HOW TO COMPLETE THIS TASK:
How do the records below read from their first line through the line containing "index mcp: (329, 302)"? Write those lines out exactly.

** ENTRIES SUPPLIED follows **

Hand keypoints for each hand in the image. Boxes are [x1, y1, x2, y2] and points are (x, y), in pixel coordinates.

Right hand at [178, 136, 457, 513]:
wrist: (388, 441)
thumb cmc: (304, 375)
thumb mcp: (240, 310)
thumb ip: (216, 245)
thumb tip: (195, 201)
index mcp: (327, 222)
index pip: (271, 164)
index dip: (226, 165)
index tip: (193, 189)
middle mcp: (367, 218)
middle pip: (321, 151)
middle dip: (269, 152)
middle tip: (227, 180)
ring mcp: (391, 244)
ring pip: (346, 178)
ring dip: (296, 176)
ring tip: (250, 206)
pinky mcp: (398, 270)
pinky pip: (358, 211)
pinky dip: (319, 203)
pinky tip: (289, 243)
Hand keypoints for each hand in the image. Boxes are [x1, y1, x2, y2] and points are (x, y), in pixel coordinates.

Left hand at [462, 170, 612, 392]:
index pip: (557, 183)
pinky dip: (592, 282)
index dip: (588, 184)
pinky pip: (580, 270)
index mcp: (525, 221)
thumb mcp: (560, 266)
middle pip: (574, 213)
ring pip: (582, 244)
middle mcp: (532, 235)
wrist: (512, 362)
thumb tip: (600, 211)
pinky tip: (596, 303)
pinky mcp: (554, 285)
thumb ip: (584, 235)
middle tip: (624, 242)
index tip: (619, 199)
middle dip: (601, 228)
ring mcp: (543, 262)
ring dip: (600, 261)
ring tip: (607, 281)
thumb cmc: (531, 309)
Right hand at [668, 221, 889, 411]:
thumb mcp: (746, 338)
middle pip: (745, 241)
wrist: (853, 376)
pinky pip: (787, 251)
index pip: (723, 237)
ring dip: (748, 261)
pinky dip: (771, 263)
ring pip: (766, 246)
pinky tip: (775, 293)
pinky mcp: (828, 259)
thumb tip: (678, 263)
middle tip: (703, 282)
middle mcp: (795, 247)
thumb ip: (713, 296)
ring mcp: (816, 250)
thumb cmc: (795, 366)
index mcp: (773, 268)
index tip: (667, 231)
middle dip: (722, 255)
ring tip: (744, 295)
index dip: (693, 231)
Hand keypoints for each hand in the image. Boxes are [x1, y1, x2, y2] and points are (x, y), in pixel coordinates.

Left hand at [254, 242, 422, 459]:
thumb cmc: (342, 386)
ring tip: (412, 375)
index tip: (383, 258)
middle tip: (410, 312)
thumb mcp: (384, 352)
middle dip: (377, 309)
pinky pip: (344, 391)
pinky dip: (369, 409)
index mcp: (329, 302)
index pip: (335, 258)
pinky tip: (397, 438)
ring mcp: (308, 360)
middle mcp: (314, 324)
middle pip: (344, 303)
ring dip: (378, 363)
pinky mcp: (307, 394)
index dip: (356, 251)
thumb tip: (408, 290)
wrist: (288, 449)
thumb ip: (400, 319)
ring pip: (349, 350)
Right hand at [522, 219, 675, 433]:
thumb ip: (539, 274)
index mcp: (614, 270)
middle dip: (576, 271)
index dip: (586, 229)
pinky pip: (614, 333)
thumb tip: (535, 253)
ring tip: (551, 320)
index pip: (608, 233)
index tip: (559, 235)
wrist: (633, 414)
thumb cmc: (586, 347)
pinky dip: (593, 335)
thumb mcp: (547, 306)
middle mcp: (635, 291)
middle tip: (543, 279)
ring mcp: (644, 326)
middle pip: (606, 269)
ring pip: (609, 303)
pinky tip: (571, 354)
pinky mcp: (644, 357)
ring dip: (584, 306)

** End of ENTRIES SUPPLIED **

RESULT OF THIS EXERCISE:
Hand keypoints for each hand in the image. Boxes are [x1, y1, x2, y2] and points are (x, y), in pixel coordinates.

Right hand at [178, 136, 457, 513]:
wrist: (388, 441)
thumb cmc: (304, 375)
thumb mcp: (240, 310)
thumb ip: (216, 245)
thumb tip: (195, 201)
index mcp: (327, 222)
index pip: (271, 164)
index dip: (226, 165)
index tip: (193, 189)
middle mcp: (367, 218)
middle pip: (321, 151)
middle dip: (269, 152)
middle tip: (227, 180)
ring mcp: (391, 244)
ring pip: (346, 178)
ring dip: (296, 176)
ring tip: (250, 206)
pinky mcp: (398, 270)
pinky pip: (358, 211)
pinky dip: (319, 203)
pinky tip: (289, 243)
Hand keypoints for each hand in the image. Boxes are [x1, y1, x2, y2] and points are (x, y), in pixel coordinates.

Left hand at [462, 170, 612, 392]:
index pip: (557, 183)
pinky dip: (592, 282)
index dip: (588, 184)
pinky pip: (580, 270)
index mcp: (525, 221)
thumb mcp: (560, 266)
middle pip: (574, 213)
ring pip: (582, 244)
middle mcp: (532, 235)
wrist: (512, 362)
thumb tip: (600, 211)
pinky tip: (596, 303)
pinky mcp: (554, 285)
thumb ip: (584, 235)
middle tip: (624, 242)
index tip: (619, 199)
middle dip: (601, 228)
ring mcp: (543, 262)
ring dip: (600, 261)
ring tip: (607, 281)
thumb cmc: (531, 309)
Right hand at [668, 221, 889, 411]:
thumb mcp: (746, 338)
middle pip: (745, 241)
wrist: (853, 376)
pinky pip: (787, 251)
index pip: (723, 237)
ring dip: (748, 261)
pinky dip: (771, 263)
ring pip: (766, 246)
pinky tip: (775, 293)
pinky mcp: (828, 259)
thumb tip: (678, 263)
middle tip: (703, 282)
middle mcp: (795, 247)
thumb ip: (713, 296)
ring mcp: (816, 250)
thumb cmc: (795, 366)
index mcp: (773, 268)
index tip: (667, 231)
middle dip: (722, 255)
ring tip: (744, 295)
index dip: (693, 231)
Hand keypoints for each hand in the image. Boxes are [x1, y1, x2, y2] and points are (x, y), in pixel coordinates.

Left hand at [254, 242, 422, 459]:
thumb cmc: (342, 386)
ring tip: (412, 375)
index tip: (383, 258)
middle tip: (410, 312)
thumb mcp: (384, 352)
middle dip: (377, 309)
pinky pip: (344, 391)
pinky dip: (369, 409)
index mcp: (329, 302)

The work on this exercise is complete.